Ren bana bir bakış atmış olmalıydı. İç geçirdi. "O kadar kolay değil."

"Biliyor musun, bunu duymaktan bıktım usandım. Geberip gitsin ve ben de yoluma bakayım. Muhtemelen Diethar bana alanlarında güzel bir yer açabilir."

"Diethar'ın alanlarına mı yerleşmek istiyorsun?"

Omuz silktim. "Hayır." dedim hiç şüphe duymadan. "İnsanların arasına karışmayı diliyorum. Yapacak bir şey bulurum. Bahçe işlerinde iyiyimdir. Kalede bir lordun kızı olarak büyümüş olmam toprağa dokunamayacağım anlamına gelmiyor. O şekilde de büyümedim aslında, her işi yapabilirim."

Ren ağzı açık bir şekilde izliyordu. Başka sebeplerden dolayı geldiğini biliyordum. Gördüklerim üzerine delirip delirmediğimi de soracak olabilirdi tabii. Sonuçta herkes her gün parçalanan bedenler görmüyor, Tanrıların Katili'nin koca gözünü izlemiyordu.

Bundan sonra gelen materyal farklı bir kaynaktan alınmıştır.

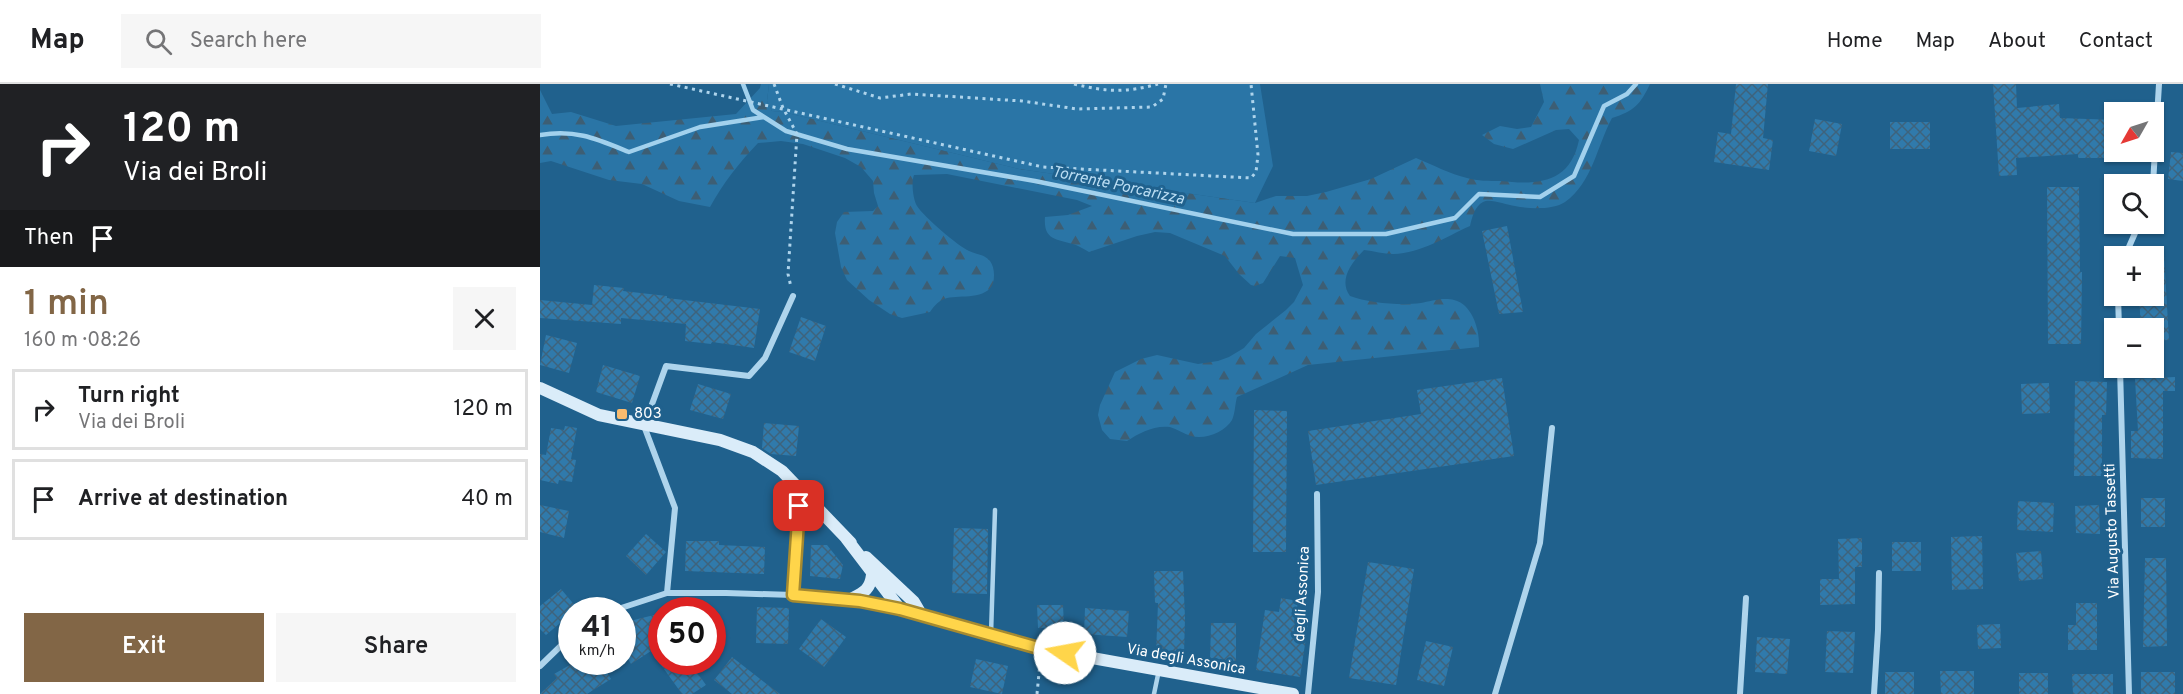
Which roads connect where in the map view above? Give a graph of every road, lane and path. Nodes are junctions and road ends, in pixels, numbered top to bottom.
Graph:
1 (670, 84) edge
2 (774, 84) edge
3 (835, 84) edge
4 (1074, 84) edge
5 (1158, 84) edge
6 (1166, 84) edge
7 (1251, 84) edge
8 (2159, 84) edge
9 (783, 108) junction
10 (2154, 174) edge
11 (794, 296) joint
12 (2120, 378) edge
13 (540, 388) edge
14 (644, 426) junction
15 (1552, 428) dead end
16 (800, 491) junction
17 (1317, 494) dead end
18 (995, 510) dead end
19 (846, 538) junction
20 (1879, 573) dead end
21 (873, 575) junction
22 (667, 593) junction
23 (793, 595) junction
24 (1746, 598) dead end
25 (849, 600) junction
26 (636, 603) edge
27 (900, 609) junction
28 (921, 614) junction
29 (991, 634) junction
30 (558, 649) edge
31 (1042, 649) junction
32 (540, 666) edge
33 (1159, 670) junction
34 (1252, 690) edge
35 (1037, 694) edge
36 (1154, 694) edge
37 (1293, 694) edge
38 (1308, 694) edge
39 (1496, 694) edge
40 (1740, 694) edge
41 (1874, 694) edge
42 (2129, 694) edge

1 - 9 path
2 - 9 path
3 - 6 path
4 - 5 path
7 - 9 path
8 - 10 street
9 - 11 path
11 - 14 street
12 - 42 street, Via Augusto Tassetti
13 - 14 main road
14 - 16 main road
14 - 22 street
15 - 39 street
16 - 19 main road
16 - 23 street
17 - 38 street, degli Assonica
18 - 29 lane
19 - 21 main road
19 - 28 main road
20 - 41 street
21 - 25 main road
21 - 27 main road
22 - 23 street, Via degli Assonica
22 - 26 street, Via degli Assonica
23 - 25 street, Via degli Assonica
24 - 40 street
25 - 27 street, Via degli Assonica
27 - 28 main road, Via degli Assonica
28 - 29 main road, Via degli Assonica
29 - 31 main road, Via degli Assonica
30 - 32 street
31 - 33 main road, Via degli Assonica
31 - 35 path
33 - 34 main road, Via degli Assonica
33 - 36 lane
34 - 37 main road, Via degli Assonica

"Mira..." dedi içten bir sesle. "Zade'in neler planladığını Udan ve Edan'dan dinledin. Eğer ona sorarsan sana fikirlerinin ne yönde değiştiğini..."

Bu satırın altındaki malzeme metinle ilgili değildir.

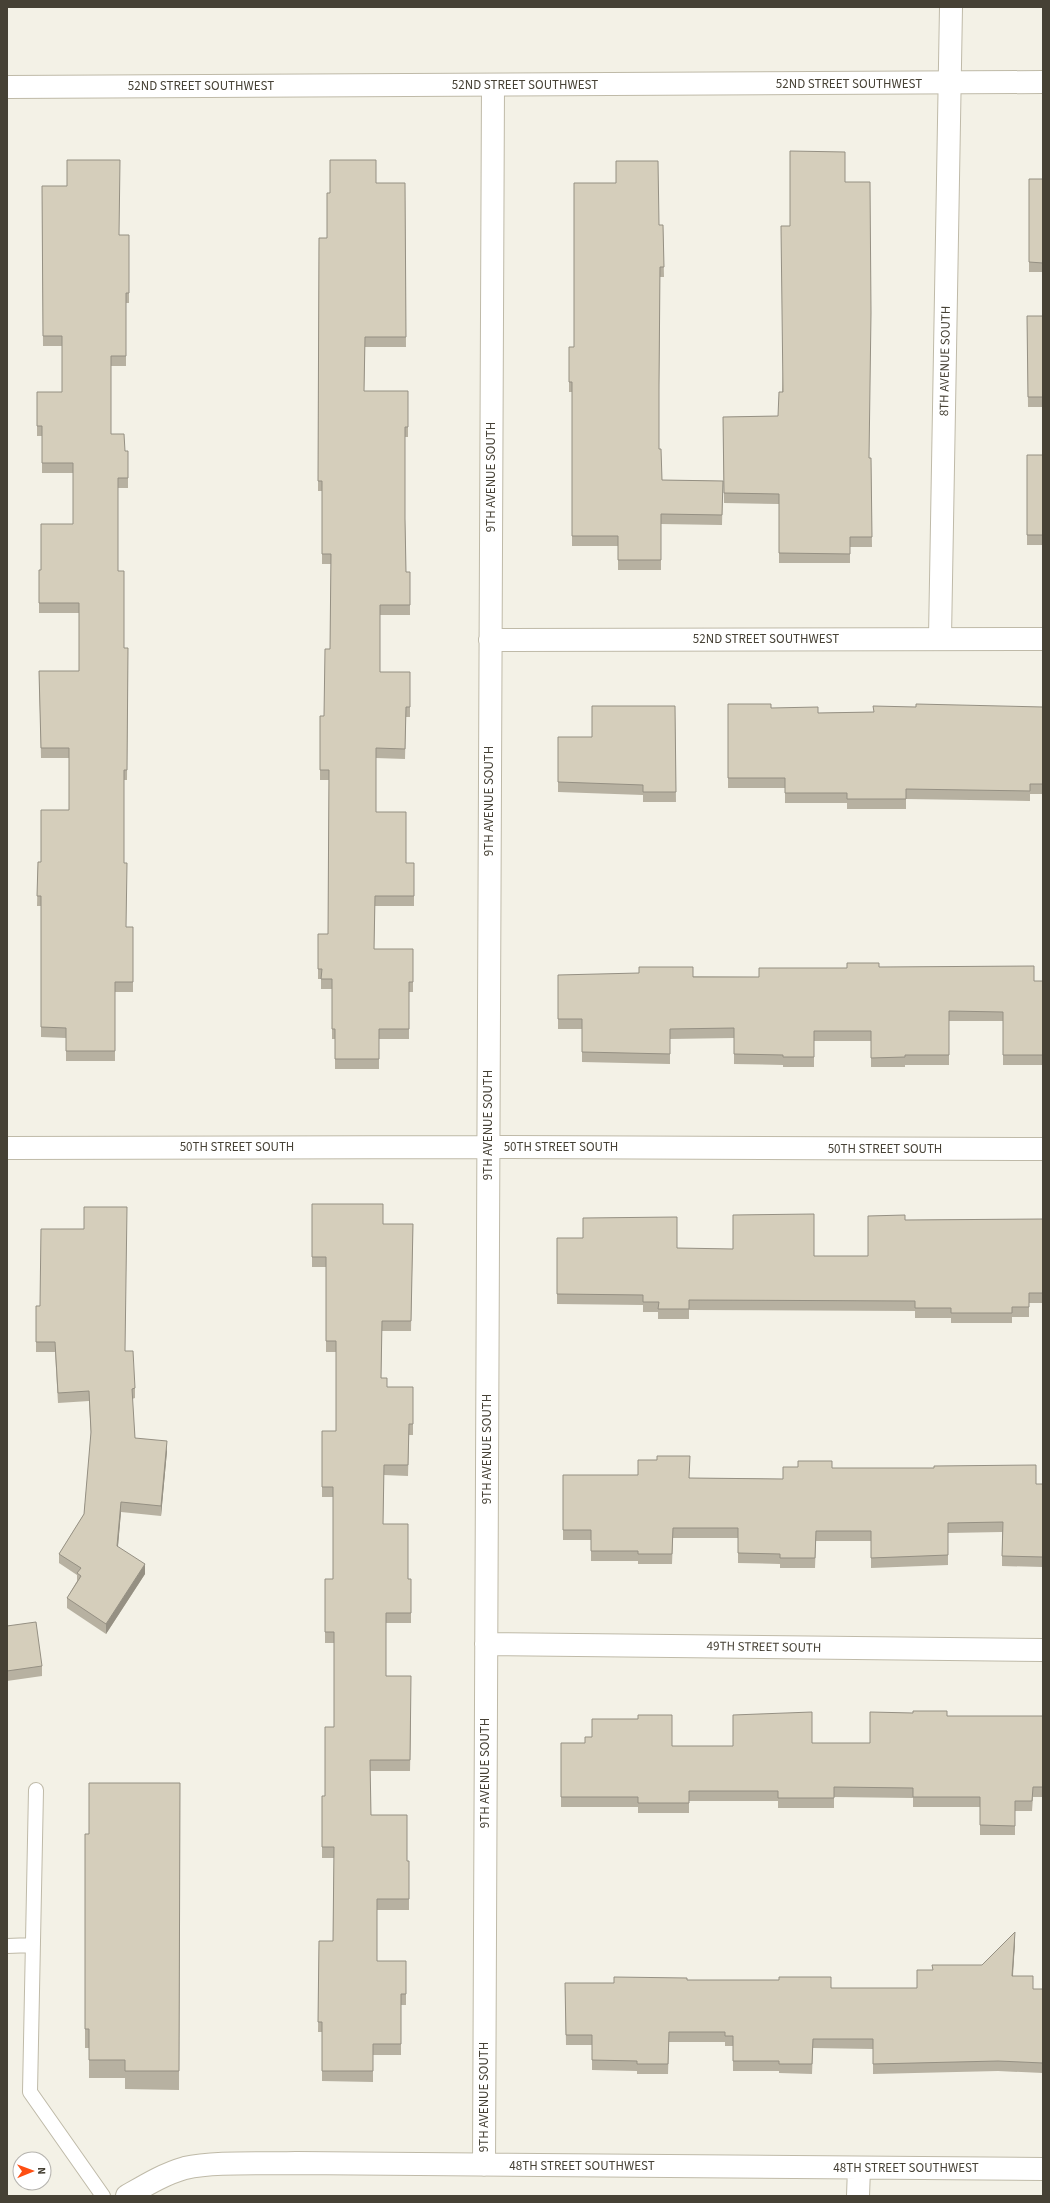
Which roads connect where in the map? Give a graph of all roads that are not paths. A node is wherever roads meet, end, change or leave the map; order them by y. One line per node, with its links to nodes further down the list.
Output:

"Teşekkür ederim ama istemiyorum." Ren oturuşunu değiştirdi, bu üzerine daha fazla geleceğim demenin başka bir yoluydu. Gözlerimi kocaman açtım, inciri soymayı bıraktım ve net bir sesle "İstemiyorum dedim." diye tekrarladım. Ren'in lafları ağzına tıkıldı. "Senin neden beni oraya ittirmek zorunda kaldığını anlıyorum. Sandığı açıp açmamak konusunda beni özgür bıraktığının da farkındayım. Fakat onunla konuşmayacağım."

"Çocukluk ediyorsun."

"Hayır, etmiyorum. Ben yalan dinlemek istemiyorum. Lütfen onu güzelleştirmeye çalışma."

"Bunu istesem de beceremem zaten." Arkasına doğru baktı. Kimse bahçede değildi ama generaller muhtemelen pencereden bana bakıyordu. "Zade ile konuşmasan bile belki de..."

"Hayır." Generallerle konuş diyecekti. "Ne onlar ne de tanrılar. Daena, Nhaum ve Diethar'ı pek tanımıyorum ama Ejaronn'a da bir o kadar sinirliyim."